◆ Data extract
────
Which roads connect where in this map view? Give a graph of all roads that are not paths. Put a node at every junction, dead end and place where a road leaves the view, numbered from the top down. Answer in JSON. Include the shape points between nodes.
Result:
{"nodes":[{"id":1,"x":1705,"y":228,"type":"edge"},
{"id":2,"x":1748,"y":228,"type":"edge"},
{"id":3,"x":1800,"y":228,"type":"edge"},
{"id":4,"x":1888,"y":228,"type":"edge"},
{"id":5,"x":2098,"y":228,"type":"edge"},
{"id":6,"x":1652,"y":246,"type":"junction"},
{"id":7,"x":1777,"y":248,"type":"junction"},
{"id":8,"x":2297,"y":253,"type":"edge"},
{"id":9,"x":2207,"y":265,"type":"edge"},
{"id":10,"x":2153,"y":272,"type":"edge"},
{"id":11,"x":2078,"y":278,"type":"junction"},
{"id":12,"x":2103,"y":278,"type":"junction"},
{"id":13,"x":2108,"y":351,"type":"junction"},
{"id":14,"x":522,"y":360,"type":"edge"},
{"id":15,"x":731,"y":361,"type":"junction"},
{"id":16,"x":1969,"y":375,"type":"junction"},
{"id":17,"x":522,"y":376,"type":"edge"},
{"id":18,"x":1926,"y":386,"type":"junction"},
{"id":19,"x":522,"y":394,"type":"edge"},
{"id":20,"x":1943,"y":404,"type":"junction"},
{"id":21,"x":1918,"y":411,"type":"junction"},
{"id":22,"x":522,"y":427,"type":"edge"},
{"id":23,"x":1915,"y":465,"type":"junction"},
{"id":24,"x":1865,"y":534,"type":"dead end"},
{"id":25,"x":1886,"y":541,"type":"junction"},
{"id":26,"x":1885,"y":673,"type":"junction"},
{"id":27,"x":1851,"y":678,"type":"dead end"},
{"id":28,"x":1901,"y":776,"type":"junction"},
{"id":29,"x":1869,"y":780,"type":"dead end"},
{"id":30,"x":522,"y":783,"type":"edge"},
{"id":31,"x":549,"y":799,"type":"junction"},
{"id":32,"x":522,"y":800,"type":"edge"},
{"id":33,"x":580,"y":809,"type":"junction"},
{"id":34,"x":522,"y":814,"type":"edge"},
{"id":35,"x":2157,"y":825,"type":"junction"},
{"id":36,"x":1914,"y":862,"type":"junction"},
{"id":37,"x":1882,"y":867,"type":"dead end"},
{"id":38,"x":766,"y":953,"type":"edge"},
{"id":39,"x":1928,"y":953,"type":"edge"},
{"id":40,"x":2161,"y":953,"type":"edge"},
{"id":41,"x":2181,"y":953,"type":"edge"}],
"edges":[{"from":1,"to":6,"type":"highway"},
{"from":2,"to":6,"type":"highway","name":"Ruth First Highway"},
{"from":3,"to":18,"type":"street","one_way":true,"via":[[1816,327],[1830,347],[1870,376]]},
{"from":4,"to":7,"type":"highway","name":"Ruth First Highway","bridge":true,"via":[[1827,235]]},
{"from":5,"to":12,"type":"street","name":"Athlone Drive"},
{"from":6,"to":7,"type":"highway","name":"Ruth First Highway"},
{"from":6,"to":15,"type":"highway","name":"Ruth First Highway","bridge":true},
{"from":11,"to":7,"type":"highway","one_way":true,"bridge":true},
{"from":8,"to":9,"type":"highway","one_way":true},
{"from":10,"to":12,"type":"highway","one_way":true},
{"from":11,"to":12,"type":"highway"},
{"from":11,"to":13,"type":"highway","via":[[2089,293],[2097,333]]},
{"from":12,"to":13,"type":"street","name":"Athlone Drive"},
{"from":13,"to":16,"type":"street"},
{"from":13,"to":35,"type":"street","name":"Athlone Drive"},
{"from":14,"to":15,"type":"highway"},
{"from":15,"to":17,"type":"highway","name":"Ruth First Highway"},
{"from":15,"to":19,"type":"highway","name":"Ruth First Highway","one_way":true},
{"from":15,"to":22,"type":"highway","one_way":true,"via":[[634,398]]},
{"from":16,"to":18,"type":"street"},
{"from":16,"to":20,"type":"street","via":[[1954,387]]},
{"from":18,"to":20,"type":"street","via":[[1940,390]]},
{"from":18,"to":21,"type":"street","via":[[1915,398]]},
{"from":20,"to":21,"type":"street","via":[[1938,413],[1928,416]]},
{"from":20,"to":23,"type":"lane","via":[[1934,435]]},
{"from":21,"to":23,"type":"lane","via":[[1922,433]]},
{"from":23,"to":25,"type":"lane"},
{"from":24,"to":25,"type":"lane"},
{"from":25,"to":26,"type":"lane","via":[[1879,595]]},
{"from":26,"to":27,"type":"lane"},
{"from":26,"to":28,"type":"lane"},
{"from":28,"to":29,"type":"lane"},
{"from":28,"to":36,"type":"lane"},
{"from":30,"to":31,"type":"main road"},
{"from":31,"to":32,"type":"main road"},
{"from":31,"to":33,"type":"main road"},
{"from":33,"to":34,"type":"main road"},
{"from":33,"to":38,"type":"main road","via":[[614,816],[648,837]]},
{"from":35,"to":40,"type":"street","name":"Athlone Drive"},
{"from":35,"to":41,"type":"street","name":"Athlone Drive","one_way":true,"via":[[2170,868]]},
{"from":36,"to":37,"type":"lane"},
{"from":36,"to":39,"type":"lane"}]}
────
◆ What to do
Count how many lines of the listing above include "bridge" and report that number alone.

◆ Solution to this problem
3